Question

Using Euclid’s division algorithm to find the HCF of 4052 and 12576.

Answer 1

Hint: To solve this you have to be familiar with Euclid’s lemma as we use this lemma by dividing the largest number with the smallest one until we get the remainder zero.

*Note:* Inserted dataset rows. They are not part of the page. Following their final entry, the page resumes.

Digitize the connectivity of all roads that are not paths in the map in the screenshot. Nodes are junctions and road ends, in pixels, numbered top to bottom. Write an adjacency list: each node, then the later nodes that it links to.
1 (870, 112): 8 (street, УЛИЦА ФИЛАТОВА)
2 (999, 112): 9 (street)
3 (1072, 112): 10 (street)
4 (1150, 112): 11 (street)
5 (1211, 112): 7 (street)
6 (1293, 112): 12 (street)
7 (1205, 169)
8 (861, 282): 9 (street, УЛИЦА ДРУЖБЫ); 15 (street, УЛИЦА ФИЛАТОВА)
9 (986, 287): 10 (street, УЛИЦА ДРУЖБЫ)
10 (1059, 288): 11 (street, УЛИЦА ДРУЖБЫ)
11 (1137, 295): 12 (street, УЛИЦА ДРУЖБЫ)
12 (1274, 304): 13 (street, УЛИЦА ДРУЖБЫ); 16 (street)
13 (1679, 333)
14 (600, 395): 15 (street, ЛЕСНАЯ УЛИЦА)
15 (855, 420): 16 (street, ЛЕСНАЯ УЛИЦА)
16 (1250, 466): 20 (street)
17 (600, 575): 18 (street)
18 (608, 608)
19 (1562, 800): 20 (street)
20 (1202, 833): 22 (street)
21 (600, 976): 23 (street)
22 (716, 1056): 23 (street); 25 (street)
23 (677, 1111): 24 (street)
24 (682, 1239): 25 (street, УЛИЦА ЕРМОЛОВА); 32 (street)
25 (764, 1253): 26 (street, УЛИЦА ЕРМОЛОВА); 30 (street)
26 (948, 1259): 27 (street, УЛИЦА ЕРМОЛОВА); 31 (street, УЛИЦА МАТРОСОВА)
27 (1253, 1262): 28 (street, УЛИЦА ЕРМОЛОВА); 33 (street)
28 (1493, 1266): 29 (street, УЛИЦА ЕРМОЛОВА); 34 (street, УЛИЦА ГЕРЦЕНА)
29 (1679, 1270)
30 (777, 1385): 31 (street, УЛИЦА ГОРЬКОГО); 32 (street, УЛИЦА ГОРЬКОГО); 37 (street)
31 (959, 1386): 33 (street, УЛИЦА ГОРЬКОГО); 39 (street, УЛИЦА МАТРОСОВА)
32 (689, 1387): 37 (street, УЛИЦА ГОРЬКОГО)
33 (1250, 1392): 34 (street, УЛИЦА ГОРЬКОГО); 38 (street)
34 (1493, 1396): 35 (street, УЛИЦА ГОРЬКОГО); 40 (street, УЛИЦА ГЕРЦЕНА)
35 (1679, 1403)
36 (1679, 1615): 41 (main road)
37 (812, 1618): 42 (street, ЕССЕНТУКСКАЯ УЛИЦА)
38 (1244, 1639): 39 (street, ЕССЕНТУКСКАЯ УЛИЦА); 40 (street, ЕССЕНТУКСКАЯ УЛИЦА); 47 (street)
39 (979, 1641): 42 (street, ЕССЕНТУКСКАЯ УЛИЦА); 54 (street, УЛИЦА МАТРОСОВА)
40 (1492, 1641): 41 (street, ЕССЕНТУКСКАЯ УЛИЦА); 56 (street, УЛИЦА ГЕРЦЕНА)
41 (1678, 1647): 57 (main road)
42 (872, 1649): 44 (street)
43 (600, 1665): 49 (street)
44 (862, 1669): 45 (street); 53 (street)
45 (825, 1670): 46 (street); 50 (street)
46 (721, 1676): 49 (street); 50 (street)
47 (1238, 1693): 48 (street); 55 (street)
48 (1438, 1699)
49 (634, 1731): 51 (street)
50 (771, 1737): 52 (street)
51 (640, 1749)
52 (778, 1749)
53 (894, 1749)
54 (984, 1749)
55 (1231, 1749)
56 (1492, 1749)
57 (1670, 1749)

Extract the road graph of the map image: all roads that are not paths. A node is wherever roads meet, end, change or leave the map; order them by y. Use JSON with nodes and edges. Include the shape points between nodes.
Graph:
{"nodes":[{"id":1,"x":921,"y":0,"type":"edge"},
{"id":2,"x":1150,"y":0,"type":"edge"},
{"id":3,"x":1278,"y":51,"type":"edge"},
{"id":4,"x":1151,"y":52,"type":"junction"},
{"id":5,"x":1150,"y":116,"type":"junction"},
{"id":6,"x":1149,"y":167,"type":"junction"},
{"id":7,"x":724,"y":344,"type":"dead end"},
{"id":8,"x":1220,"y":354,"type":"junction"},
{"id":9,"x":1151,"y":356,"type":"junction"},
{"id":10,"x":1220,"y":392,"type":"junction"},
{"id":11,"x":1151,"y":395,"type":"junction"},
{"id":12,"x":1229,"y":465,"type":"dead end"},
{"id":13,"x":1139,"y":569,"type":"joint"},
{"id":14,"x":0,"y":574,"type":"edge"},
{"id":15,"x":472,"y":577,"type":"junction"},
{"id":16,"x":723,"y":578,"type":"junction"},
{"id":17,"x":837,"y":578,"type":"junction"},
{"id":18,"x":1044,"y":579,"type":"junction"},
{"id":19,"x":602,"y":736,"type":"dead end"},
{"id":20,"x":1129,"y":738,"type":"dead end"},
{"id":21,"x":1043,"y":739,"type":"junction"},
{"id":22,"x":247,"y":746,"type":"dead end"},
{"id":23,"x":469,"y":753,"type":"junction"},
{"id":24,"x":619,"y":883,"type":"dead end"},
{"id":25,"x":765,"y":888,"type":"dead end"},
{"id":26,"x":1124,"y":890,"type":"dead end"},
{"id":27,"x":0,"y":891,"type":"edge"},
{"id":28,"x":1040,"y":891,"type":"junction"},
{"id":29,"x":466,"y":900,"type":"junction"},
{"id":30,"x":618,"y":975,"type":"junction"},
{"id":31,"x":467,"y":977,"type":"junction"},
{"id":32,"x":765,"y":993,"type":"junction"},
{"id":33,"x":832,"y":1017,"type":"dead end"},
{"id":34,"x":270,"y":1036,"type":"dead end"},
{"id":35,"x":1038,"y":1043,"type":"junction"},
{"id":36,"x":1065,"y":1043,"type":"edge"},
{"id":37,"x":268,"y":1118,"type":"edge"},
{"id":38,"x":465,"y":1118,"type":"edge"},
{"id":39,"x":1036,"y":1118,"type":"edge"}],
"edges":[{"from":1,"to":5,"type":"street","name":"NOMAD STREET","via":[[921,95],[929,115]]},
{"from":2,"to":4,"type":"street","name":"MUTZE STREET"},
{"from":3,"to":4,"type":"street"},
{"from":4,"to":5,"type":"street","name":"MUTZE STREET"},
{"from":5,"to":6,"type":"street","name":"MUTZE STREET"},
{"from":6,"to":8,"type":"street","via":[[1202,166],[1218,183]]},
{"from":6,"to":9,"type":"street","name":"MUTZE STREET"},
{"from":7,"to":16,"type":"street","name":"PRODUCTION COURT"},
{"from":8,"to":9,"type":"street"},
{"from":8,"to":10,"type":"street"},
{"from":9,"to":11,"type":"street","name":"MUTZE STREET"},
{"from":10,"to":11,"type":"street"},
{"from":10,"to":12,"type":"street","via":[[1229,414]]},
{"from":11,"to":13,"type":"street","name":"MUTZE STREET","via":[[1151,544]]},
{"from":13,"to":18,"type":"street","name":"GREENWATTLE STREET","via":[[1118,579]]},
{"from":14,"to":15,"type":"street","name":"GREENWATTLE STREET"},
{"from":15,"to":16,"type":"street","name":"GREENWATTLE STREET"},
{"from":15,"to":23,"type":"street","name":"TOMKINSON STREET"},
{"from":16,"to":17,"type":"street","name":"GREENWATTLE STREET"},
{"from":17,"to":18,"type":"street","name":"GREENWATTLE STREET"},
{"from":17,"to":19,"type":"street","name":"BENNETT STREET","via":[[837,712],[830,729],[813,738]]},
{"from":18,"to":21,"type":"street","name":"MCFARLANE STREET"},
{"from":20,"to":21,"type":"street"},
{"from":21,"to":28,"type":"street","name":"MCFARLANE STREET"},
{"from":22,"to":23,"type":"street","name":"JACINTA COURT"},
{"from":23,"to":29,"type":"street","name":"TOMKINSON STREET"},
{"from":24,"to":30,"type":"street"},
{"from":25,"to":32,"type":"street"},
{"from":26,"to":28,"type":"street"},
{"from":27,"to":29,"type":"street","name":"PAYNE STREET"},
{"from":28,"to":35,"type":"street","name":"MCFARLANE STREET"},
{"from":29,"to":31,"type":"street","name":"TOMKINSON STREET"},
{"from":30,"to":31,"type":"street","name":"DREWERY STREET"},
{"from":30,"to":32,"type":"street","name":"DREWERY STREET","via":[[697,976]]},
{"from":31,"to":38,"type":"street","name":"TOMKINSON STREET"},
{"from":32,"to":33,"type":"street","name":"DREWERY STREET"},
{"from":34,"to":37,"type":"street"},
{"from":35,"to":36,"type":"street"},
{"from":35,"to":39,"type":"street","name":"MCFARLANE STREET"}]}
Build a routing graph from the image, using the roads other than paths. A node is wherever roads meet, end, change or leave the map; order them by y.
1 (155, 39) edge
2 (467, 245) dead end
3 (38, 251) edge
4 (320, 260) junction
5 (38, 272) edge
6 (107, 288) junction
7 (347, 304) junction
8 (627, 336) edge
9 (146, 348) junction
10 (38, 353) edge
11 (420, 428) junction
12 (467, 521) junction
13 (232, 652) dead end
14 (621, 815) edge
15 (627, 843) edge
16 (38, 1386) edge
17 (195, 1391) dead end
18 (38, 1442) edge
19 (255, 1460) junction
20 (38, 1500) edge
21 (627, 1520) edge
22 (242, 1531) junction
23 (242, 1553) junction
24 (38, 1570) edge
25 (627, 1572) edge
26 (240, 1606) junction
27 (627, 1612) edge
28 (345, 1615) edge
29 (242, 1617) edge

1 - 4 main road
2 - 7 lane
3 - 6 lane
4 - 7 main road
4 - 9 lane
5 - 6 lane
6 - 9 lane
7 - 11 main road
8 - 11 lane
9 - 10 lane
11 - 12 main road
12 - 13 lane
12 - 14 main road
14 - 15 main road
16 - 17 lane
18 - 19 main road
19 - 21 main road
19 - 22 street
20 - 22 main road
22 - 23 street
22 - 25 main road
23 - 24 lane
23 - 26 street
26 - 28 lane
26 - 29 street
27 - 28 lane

Complete step-by-step answer:
Now first we understand what is Euclid’s division algorithm:
It is the process of applying Euclid’s division lemma several times to obtain the HCF of any two numbers.
Let a and b be two numbers, such that a > b
According to Euclid’s division lemma we get two integers q(quotient) and r(remainder)
i.e. a = b x q + r

Now any common factor of a and b must also be a factor of r. Let k is a common factor of both a and b
Drive the above relation on both sides by k
We have,
$\dfrac{a}{k} = \dfrac{b}{k}\left( q \right) + \dfrac{r}{k}$
Clearly the left side is an integer which means the right side must also be an integer.
Thus, r must be divisible by k Now here in this equation
12576 > 4052

Now applying Euclid’s division lemma, we get
\[4052\mathop{\left){\vphantom{1\begin{gathered}
  12576 \\
  \underline {12156} \\
  420 \\
\end{gathered} }}\right.
\!\!\!\!\overline{\,\,\,\vphantom 1{\begin{gathered}
  12576 \\
  \underline {12156} \\
  420 \\
\end{gathered} }}}
\limits^{\displaystyle \,\,\, 3}\]
Or \[12576 = 4052 \times 3 + 420\]
Now, 4052 > 420

Applying Euclid’s division lemma, we get
\[420\mathop{\left){\vphantom{1\begin{gathered}
  4052 \\
  \underline {3780} \\
  272 \\
\end{gathered} }}\right.
\!\!\!\!\overline{\,\,\,\vphantom 1{\begin{gathered}
  4052 \\
  \underline {3780} \\
  272 \\
\end{gathered} }}}
\limits^{\displaystyle \,\,\, 9}\]
Or \[4052 = 420 \times 9 + 272\]
Now 420 > 272

Applying Euclid’s division lemma, we get
\[272\mathop{\left){\vphantom{1\begin{gathered}
  420 \\
  \underline {272} \\
  148 \\
\end{gathered} }}\right.
\!\!\!\!\overline{\,\,\,\vphantom 1{\begin{gathered}
  420 \\
  \underline {272} \\
  148 \\
\end{gathered} }}}
\limits^{\displaystyle \,\,\, 1}\]
\[420 = 272 \times 1 + 148\]
Now 272 > 148

Applying Euclid’s division lemma, we get
\[148\mathop{\left){\vphantom{1\begin{gathered}
  272 \\
  \underline {148} \\
  124 \\
\end{gathered} }}\right.
\!\!\!\!\overline{\,\,\,\vphantom 1{\begin{gathered}
  272 \\
  \underline {148} \\
  124 \\
\end{gathered} }}}
\limits^{\displaystyle \,\,\, 1}\]
\[272 = 148 \times 1 + 124\]
Now 148 > 124

Applying Euclid’s division lemma, we get
\[24\mathop{\left){\vphantom{1\begin{gathered}
  124 \\
  \underline {120} \\
  4 \\
\end{gathered} }}\right.
\!\!\!\!\overline{\,\,\,\vphantom 1{\begin{gathered}
  124 \\
  \underline {120} \\
  4 \\
\end{gathered} }}}
\limits^{\displaystyle \,\,\, 5}\]
Or \[124 = 24 \times 5 + 4\]
Now 24 > 4

Applying Euclid’s division lemma, we get
\[4\mathop{\left){\vphantom{1\begin{gathered}
  24 \\
  \underline {24} \\
  0 \\
\end{gathered} }}\right.
\!\!\!\!\overline{\,\,\,\vphantom 1{\begin{gathered}
  24 \\
  \underline {24} \\
  0 \\
\end{gathered} }}}
\limits^{\displaystyle \,\,\, 6}\]
\[24 = 4 \times 6 + 0\]

Now the remainder has become zero so the procedure stops. Now the divisor at the stage is 4 therefore the HCF of 12576 and 4052 is 4

NOTE: In these types of questions we have to identify the largest number between the two and then divide the largest one from another given number. Until the remainder becomes zero as we have solved in this given problem.